*** GIVEN RECORDS ***

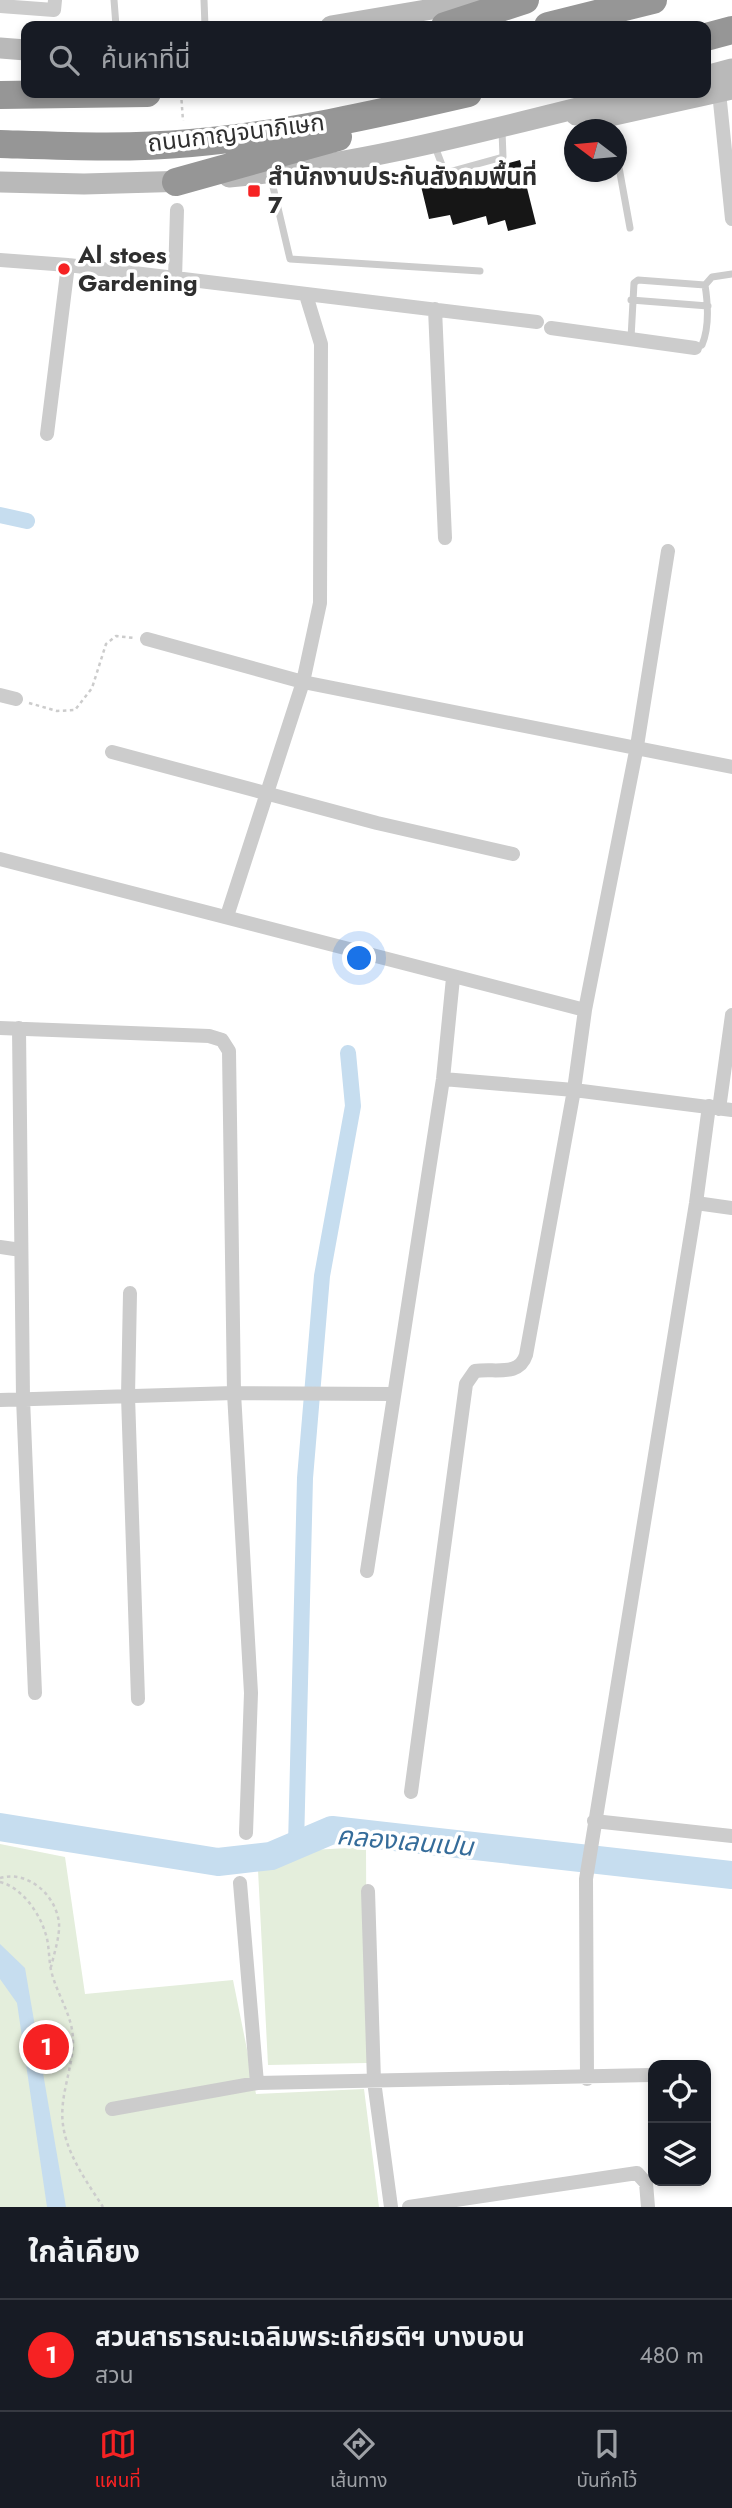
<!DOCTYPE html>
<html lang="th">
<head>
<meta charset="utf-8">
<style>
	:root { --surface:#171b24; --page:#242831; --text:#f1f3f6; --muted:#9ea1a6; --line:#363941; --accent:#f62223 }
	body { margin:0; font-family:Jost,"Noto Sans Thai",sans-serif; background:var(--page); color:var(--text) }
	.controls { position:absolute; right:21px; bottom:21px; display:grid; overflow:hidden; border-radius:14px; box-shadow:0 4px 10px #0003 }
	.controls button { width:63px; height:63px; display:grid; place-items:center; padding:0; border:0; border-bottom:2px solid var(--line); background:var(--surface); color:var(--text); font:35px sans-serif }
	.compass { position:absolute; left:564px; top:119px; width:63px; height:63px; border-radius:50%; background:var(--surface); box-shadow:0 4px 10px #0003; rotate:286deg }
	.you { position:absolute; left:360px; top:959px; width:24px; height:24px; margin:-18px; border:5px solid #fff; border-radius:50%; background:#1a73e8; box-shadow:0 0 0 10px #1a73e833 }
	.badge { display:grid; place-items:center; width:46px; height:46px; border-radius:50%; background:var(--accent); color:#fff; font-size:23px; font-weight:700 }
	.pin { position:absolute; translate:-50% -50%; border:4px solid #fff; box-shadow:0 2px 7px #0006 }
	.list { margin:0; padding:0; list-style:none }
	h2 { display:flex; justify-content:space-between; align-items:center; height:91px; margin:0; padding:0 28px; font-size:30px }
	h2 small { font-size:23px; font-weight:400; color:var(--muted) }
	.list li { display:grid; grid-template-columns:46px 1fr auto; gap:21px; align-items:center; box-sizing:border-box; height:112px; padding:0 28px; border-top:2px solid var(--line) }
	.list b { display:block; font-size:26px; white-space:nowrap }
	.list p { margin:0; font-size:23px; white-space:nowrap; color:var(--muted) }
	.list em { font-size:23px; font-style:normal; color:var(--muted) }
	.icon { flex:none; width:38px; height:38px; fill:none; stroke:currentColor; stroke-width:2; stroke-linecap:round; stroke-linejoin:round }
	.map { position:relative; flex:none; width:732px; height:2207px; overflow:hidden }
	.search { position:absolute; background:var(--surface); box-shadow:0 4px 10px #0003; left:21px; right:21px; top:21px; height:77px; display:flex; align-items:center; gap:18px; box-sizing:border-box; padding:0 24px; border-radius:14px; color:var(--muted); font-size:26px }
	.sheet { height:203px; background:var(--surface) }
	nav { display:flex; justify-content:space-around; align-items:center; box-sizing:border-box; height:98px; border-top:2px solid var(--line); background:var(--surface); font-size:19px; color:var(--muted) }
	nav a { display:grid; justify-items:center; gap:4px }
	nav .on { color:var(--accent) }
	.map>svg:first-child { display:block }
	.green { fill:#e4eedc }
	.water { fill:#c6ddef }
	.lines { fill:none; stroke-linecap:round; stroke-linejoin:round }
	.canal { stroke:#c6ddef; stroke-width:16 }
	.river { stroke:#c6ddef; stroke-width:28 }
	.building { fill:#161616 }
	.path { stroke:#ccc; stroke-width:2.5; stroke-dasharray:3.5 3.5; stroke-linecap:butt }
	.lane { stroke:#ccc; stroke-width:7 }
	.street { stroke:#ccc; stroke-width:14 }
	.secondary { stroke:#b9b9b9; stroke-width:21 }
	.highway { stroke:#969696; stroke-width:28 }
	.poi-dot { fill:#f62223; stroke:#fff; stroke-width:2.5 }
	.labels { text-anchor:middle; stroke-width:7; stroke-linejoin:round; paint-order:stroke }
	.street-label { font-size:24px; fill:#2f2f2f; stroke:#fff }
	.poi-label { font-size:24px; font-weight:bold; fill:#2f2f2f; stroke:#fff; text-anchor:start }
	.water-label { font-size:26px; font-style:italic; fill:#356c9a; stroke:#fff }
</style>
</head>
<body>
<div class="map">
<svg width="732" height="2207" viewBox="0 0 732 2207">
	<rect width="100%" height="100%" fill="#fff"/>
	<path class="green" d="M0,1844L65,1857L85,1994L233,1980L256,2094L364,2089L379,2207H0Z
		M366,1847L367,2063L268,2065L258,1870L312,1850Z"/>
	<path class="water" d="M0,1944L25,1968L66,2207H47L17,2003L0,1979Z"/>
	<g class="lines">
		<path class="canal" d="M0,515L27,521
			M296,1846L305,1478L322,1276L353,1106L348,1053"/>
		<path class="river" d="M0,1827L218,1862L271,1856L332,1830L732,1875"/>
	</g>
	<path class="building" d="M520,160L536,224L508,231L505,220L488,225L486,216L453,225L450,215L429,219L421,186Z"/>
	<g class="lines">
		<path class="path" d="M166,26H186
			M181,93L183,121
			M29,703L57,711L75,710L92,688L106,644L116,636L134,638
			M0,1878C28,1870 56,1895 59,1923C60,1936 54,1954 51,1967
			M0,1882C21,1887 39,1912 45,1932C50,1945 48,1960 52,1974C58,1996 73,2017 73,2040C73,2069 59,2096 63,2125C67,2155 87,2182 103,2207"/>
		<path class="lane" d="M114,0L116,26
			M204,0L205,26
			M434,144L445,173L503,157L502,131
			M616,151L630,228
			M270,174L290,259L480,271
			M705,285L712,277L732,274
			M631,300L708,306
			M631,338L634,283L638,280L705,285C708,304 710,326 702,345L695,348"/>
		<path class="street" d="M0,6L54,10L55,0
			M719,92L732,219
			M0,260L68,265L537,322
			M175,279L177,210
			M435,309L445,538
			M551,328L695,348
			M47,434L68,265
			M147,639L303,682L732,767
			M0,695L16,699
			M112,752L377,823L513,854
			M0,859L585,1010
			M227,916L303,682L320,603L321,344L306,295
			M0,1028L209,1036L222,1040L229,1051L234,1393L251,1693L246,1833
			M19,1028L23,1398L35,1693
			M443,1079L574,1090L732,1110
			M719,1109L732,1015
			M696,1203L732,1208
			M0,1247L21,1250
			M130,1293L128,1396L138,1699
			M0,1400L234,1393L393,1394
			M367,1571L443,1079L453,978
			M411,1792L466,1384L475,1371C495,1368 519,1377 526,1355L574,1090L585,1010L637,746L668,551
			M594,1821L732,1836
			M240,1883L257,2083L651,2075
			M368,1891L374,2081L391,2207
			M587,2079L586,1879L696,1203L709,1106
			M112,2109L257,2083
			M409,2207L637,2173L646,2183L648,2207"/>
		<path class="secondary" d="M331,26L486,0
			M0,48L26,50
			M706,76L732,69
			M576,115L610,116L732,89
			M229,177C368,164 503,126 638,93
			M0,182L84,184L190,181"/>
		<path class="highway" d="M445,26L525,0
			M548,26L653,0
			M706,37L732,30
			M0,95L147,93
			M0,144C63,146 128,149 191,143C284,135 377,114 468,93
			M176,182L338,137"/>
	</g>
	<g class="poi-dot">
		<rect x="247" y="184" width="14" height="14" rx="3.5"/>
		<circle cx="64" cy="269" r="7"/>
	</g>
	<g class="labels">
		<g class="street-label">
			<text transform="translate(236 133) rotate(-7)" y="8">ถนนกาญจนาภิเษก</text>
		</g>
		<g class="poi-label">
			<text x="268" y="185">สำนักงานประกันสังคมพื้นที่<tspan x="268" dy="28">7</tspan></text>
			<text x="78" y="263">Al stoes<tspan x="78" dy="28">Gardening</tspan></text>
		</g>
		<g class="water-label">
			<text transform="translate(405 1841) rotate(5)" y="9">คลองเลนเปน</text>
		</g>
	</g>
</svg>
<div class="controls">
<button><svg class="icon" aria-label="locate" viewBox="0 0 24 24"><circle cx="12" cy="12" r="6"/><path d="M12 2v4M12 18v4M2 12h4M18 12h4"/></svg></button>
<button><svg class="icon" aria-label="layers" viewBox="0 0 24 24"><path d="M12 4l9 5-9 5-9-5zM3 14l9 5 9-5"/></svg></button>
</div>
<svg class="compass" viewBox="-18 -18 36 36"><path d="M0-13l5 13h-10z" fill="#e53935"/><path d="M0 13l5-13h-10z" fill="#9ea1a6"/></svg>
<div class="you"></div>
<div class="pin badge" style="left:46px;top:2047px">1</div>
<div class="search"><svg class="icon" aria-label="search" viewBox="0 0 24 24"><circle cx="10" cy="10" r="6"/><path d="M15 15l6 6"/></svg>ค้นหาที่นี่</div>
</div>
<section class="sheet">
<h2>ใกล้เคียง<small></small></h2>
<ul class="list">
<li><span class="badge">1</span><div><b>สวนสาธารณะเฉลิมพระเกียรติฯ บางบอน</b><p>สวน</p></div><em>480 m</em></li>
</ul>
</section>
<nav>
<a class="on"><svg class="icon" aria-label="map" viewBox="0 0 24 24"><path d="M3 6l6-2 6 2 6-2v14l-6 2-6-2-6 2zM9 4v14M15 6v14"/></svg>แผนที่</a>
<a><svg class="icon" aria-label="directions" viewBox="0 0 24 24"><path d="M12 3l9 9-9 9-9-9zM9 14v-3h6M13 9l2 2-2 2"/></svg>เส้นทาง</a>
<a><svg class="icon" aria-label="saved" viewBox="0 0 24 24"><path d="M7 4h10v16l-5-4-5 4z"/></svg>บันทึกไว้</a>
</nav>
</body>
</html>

*** End of GIVEN RECORDS ***

▶ [YOUR INSTRUCTIONS]:
Report every line in the data that holds "linecap", copying each one.

▶ [ANSWER AREA]:
	.icon { flex:none; width:38px; height:38px; fill:none; stroke:currentColor; stroke-width:2; stroke-linecap:round; stroke-linejoin:round }
	.lines { fill:none; stroke-linecap:round; stroke-linejoin:round }
	.path { stroke:#ccc; stroke-width:2.5; stroke-dasharray:3.5 3.5; stroke-linecap:butt }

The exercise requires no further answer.